Directions for this task
Please give the number of lines in the records below where the word "than" occurs, and nothing else.

Recorded data:
##########

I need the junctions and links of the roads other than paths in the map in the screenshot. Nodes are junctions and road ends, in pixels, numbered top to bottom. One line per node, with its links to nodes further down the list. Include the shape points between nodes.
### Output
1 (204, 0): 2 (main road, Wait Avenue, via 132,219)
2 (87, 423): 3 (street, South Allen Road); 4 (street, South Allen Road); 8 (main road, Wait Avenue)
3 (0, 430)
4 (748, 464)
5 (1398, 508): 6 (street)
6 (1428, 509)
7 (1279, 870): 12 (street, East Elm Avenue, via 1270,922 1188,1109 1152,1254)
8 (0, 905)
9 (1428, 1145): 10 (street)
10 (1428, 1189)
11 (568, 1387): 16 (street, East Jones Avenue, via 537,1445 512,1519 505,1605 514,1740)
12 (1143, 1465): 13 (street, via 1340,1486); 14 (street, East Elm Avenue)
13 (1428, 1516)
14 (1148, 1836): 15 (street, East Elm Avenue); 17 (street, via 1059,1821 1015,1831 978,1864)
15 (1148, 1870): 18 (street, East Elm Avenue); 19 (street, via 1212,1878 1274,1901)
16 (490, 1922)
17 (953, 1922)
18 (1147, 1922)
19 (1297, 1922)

##########

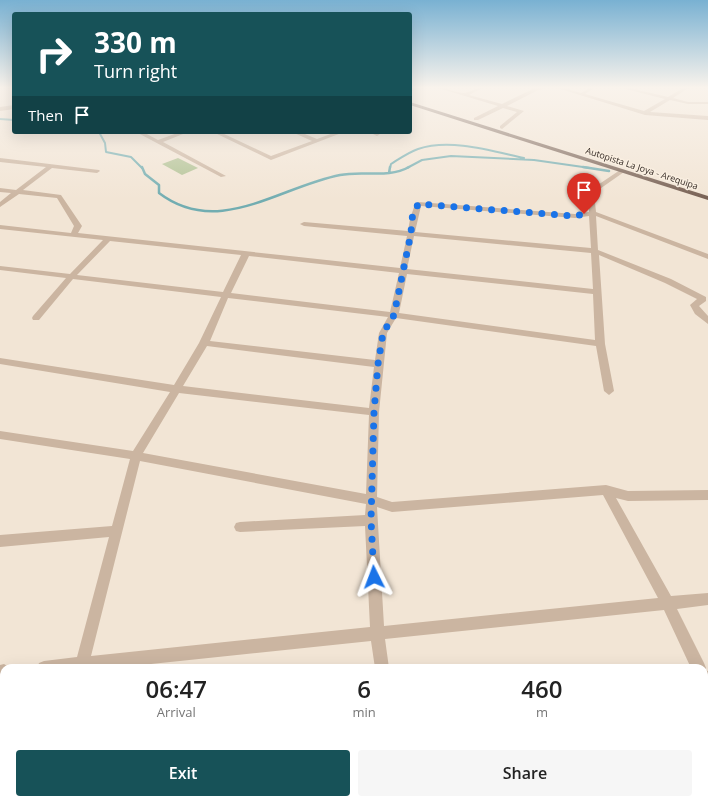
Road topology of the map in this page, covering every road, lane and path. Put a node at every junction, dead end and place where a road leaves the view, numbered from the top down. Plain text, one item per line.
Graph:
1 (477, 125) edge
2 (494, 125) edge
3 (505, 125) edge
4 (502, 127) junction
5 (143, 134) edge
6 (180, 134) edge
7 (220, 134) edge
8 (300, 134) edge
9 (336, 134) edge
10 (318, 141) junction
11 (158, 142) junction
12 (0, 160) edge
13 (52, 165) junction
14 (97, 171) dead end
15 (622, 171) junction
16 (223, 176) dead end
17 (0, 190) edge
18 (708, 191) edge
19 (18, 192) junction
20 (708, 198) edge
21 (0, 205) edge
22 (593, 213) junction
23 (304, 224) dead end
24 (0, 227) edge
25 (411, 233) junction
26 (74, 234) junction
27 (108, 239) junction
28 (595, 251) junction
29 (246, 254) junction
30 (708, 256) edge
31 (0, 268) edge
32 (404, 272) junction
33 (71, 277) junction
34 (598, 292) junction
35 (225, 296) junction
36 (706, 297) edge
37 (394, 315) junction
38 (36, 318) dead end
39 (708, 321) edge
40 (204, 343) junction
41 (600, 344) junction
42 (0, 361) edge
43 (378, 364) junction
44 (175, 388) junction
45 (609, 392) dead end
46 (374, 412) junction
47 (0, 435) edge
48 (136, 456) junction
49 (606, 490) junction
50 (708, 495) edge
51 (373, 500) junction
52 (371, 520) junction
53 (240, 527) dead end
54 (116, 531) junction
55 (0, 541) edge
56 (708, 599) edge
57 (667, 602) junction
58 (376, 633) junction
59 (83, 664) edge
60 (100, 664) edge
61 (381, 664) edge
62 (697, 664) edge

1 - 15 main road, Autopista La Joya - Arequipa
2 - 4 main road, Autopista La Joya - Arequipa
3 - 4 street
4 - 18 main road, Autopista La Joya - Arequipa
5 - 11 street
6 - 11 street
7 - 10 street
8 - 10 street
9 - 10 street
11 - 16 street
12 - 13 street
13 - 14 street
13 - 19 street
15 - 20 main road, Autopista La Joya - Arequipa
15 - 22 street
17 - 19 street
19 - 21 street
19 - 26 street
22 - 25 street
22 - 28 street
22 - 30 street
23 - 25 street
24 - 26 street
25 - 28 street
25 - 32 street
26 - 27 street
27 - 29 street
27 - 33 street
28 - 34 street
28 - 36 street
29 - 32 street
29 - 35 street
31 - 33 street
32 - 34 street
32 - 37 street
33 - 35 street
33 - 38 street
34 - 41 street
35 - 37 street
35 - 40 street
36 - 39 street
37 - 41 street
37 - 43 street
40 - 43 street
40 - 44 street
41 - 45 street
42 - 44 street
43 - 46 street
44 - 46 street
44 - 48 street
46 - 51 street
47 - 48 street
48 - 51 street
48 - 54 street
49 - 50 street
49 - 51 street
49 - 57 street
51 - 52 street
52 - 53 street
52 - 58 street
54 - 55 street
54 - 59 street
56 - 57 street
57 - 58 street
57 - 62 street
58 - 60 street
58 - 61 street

##########

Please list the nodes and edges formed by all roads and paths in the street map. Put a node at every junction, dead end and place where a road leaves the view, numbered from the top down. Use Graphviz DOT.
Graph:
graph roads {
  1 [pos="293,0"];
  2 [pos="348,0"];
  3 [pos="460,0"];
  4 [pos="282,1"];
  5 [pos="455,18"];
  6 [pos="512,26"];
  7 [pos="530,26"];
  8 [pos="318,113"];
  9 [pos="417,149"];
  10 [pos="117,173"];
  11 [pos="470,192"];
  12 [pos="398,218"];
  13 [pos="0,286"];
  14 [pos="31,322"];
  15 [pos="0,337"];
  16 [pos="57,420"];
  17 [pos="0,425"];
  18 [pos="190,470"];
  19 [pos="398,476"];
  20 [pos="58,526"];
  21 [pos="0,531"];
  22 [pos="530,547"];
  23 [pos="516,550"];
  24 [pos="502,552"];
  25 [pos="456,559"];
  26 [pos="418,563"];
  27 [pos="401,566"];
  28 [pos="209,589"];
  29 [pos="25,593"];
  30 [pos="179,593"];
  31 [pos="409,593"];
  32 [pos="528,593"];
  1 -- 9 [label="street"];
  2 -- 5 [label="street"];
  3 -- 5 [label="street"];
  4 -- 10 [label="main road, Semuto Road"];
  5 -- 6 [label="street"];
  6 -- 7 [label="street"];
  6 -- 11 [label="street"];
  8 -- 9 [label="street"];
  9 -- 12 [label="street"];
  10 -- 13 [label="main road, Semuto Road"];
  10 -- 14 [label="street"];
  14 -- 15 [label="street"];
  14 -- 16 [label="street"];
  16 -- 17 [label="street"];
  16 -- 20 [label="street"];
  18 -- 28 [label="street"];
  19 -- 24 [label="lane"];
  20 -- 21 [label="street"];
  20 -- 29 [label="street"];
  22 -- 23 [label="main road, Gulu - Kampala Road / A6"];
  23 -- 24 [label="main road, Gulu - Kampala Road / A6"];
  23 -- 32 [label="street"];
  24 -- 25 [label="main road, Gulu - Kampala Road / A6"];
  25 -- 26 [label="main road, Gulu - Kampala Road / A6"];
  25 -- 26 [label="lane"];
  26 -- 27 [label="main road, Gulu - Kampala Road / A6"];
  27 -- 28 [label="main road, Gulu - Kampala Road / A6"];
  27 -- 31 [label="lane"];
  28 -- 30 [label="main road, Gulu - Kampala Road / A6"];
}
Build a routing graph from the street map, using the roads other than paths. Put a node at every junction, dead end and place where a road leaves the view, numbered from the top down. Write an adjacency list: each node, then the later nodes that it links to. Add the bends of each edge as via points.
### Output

##########

Response
2